Por supuesto el valor del periodista Rafael Henzel, el sobreviviente de la delegación de 21 comunicadores que viajaban a Medellín a cubrir el partido y del tesón por mantenerse con vida de la joven azafata Ximena Suárez, quien a sus 27 años y desde su natal Santa Cruz de la Sierra considera la posibilidad de volver a volar, aunque aún no destierra de sus pensamientos la última estampa del avión, que a la distancia, semejaba el pellejo de fauno gigante que dejó de ser ave para mutarse en reptil.

La tragedia igualmente suscitó las más hermosas expresiones de solidaridad y precipitó imágenes que hubieran sido improbables en otro contexto: el abrazo de seguidores de equipos rivales, el lleno total del estadio de Medellín para honrar la memoria de los jugadores, la dedicación y esmero de tantos colombianos, que desde diferentes responsabilidades, dieron su mejor esfuerzo para hacer menos doloroso el episodio, registrado como uno de los más dramáticos en la historia del deporte.
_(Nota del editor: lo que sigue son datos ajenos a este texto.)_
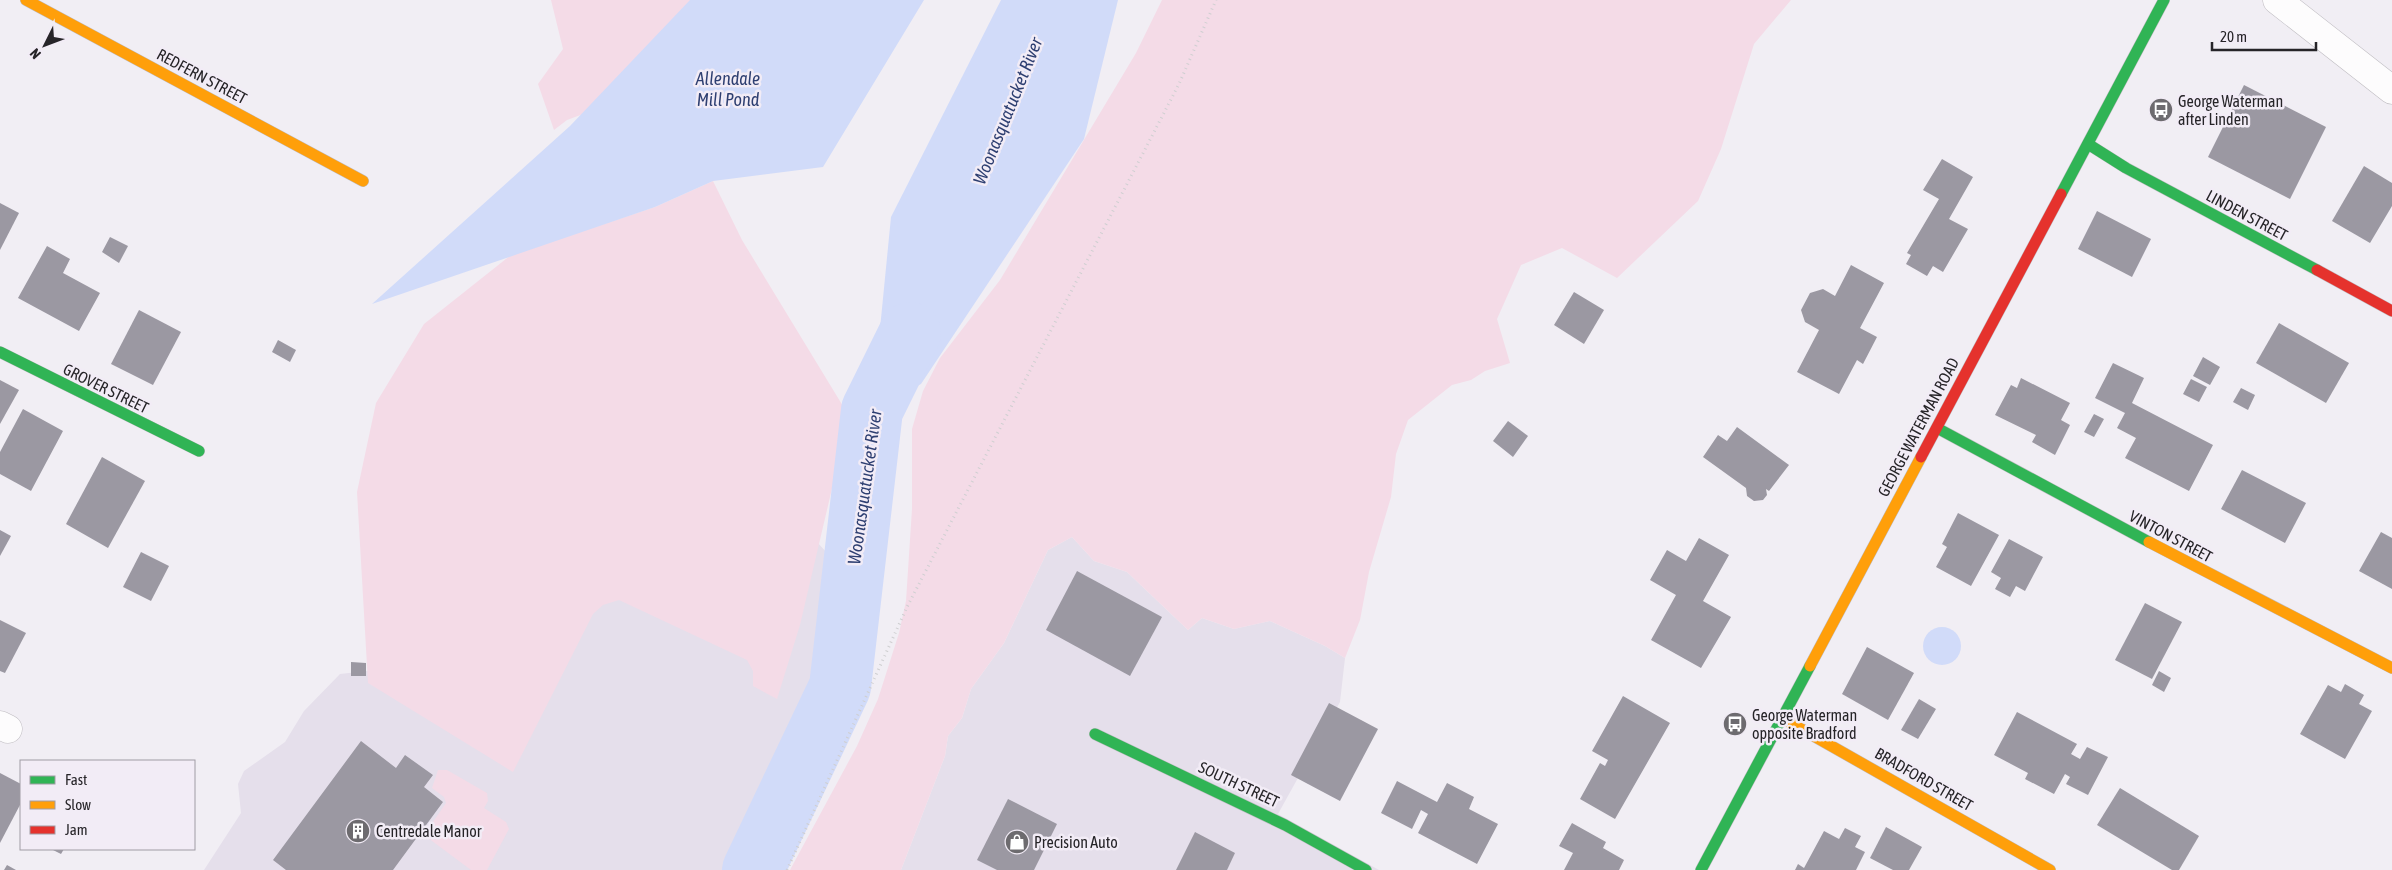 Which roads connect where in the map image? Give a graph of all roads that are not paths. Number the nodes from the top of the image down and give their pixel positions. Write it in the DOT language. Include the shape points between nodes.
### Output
graph roads {
  1 [pos="26,0"];
  2 [pos="2164,0"];
  3 [pos="2277,0"];
  4 [pos="2392,90"];
  5 [pos="2088,144"];
  6 [pos="362,181"];
  7 [pos="2392,311"];
  8 [pos="0,352"];
  9 [pos="1936,428"];
  10 [pos="199,451"];
  11 [pos="2392,668"];
  12 [pos="1782,718"];
  13 [pos="1095,734"];
  14 [pos="1366,870"];
  15 [pos="1701,870"];
  16 [pos="2050,870"];
  1 -- 6 [label="street, REDFERN STREET"];
  2 -- 5 [label="street, GEORGE WATERMAN ROAD"];
  3 -- 4 [label="street"];
  5 -- 7 [label="street, LINDEN STREET" via="2126,168"];
  5 -- 9 [label="street, GEORGE WATERMAN ROAD"];
  8 -- 10 [label="street, GROVER STREET"];
  9 -- 11 [label="street, VINTON STREET" via="2224,583"];
  9 -- 12 [label="street, GEORGE WATERMAN ROAD"];
  12 -- 15 [label="street, GEORGE WATERMAN ROAD"];
  12 -- 16 [label="street, BRADFORD STREET"];
  13 -- 14 [label="street, SOUTH STREET" via="1286,824"];
}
En vía contraría, recordaremos las actuaciones de los responsables de la aeronave, en cabeza del piloto y copropietario de la compañía LAMIA, quien a la luz de las indagaciones preliminares, jugó con el destino de los ocupantes del vuelo 2933, en un suicida ejercicio de llegar al destino, apenas con las reservas necesarias de combustible, desatendiendo los protocolos y estándares internacionales, como lo confirmarían las conversaciones del capitán Miguel Quiroga y su copiloto Ovar Goytia, registradas en la caja negra y documentadas bajo la investigación rotulada como el expediente INV-COL -16-37-61 A de la Aeronáutica Civil Colombiana.
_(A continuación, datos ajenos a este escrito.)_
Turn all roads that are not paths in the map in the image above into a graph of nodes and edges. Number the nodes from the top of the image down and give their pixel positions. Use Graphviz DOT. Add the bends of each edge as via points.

Chapecoense ahora es un mito, los reportes del accidente serán fuente documental de libros y películas. Ya otros dramas ocurridos en Colombia para el mes de noviembre, como la avalancha de Armero y la caída del avión de Avianca, han servido para realizar laureadas producciones literarias, periodísticas y cinematográficas.

En la memoria de colombianos, bolivianos y brasileños quedarán esas imágenes de la aeronave impactada, el homenaje en la capital antioqueña con un estadio Atanasio Girardot, invadido por banderas verdes con los escudos del Nacional y el Chapecoense fundidas en un solo emblema y el vuelo de palomas y el cántico de los nacionalistas en homenaje al Chapecó. Será imposible espantar la nostalgia cuando veamos saltar a la cancha al renovado Chapecoense, y repasemos los retratos de su propio campo deportivo, el Arena Condá, recibiendo con aplausos el cortejo de ataúdes escarchados por la lluvia de un sábado muy triste y luctuoso.
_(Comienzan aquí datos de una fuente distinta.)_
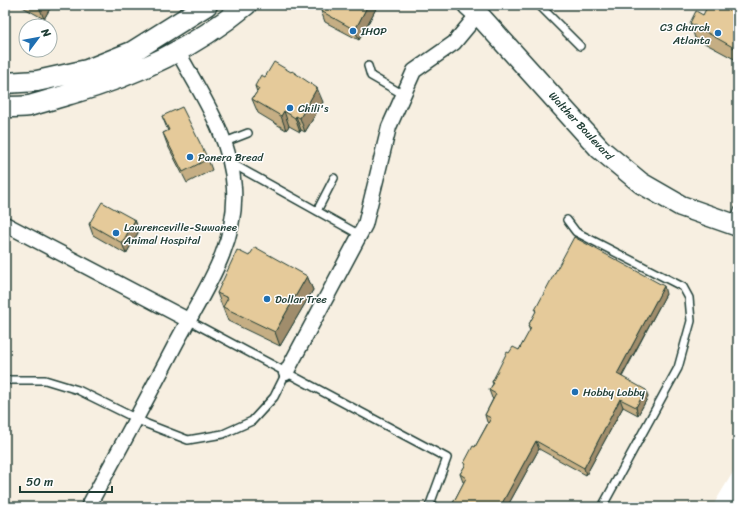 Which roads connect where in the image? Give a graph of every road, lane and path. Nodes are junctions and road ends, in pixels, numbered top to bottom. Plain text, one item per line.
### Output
1 (207, 5) edge
2 (246, 5) edge
3 (539, 5) edge
4 (476, 10) edge
5 (580, 46) dead end
6 (178, 52) junction
7 (368, 66) dead end
8 (5, 83) edge
9 (404, 94) junction
10 (5, 107) edge
11 (248, 133) dead end
12 (225, 142) junction
13 (230, 162) junction
14 (334, 178) dead end
15 (317, 211) junction
16 (567, 220) dead end
17 (736, 220) edge
18 (5, 224) edge
19 (360, 235) junction
20 (188, 320) junction
21 (286, 372) junction
22 (5, 380) edge
23 (136, 419) junction
24 (88, 507) edge
25 (429, 507) edge
26 (602, 507) edge

1 - 8 main road
2 - 6 main road
3 - 5 lane
4 - 9 street
4 - 17 main road, Walther Boulevard
6 - 10 main road
6 - 12 street
7 - 9 lane
9 - 19 street
11 - 12 lane
12 - 13 street
13 - 15 lane
13 - 20 street
14 - 15 lane
15 - 19 lane
16 - 26 lane
18 - 20 street
19 - 21 street
20 - 21 lane
20 - 23 street
21 - 23 lane
21 - 25 lane
22 - 23 lane
23 - 24 street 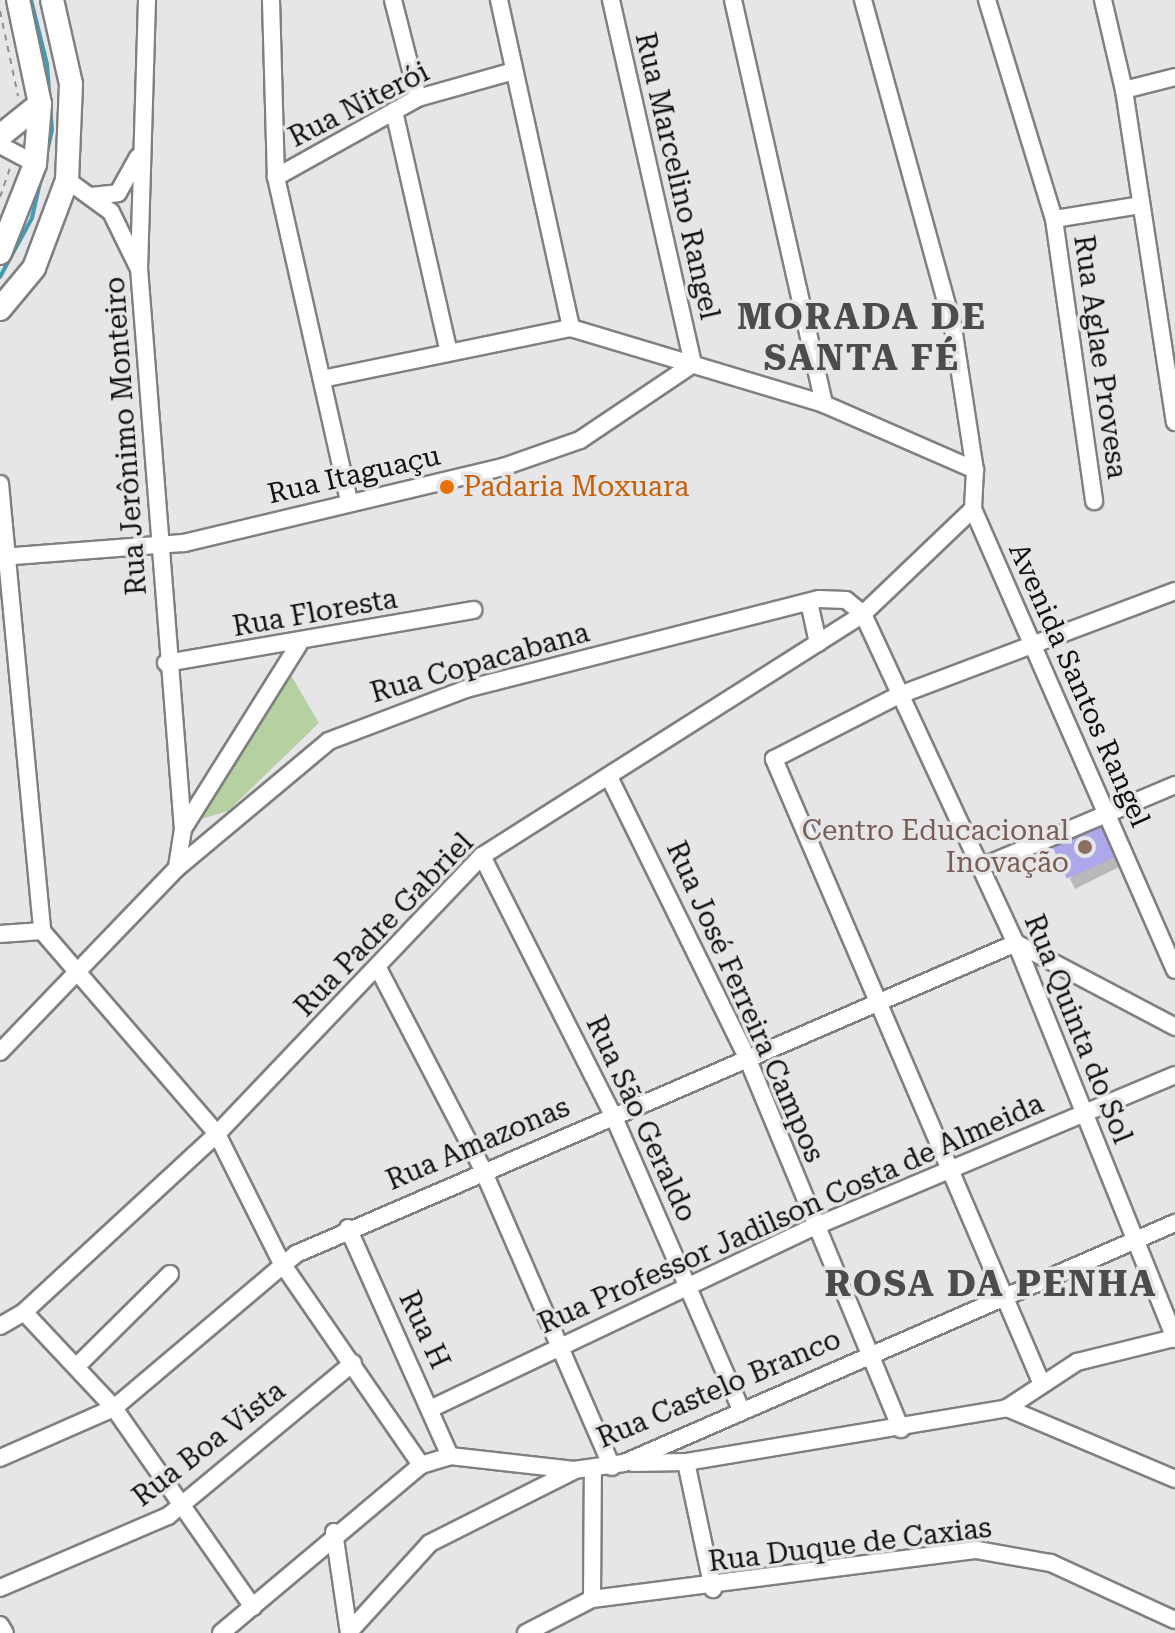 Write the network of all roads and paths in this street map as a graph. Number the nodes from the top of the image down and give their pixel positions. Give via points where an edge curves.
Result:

El cántico final desde las graderías del estadio donde tantas veces ganaron partidos, los acordes fúnebres de trompeta, los póstumos honores militares, las voces de aliento al técnico Luiz Carlos Saroli Caio Junior y los 25 integrantes del plantel, que retumbaron en el fortín del equipo verde como una música queda, darán paso a los ruidosos torcedores que regresarán con inclaudicables sueños de títulos y copas, las lágrimas ya pronto serán de éxtasis y felicidad, retornará la catarsis libertaria que redime a este pueblo agricultor de 200.000 habitantes de su rutina, se instalará de nuevo la alegría al campo donde el Chapecoense se instauró con caracteres de leyenda como el equipo inmortal.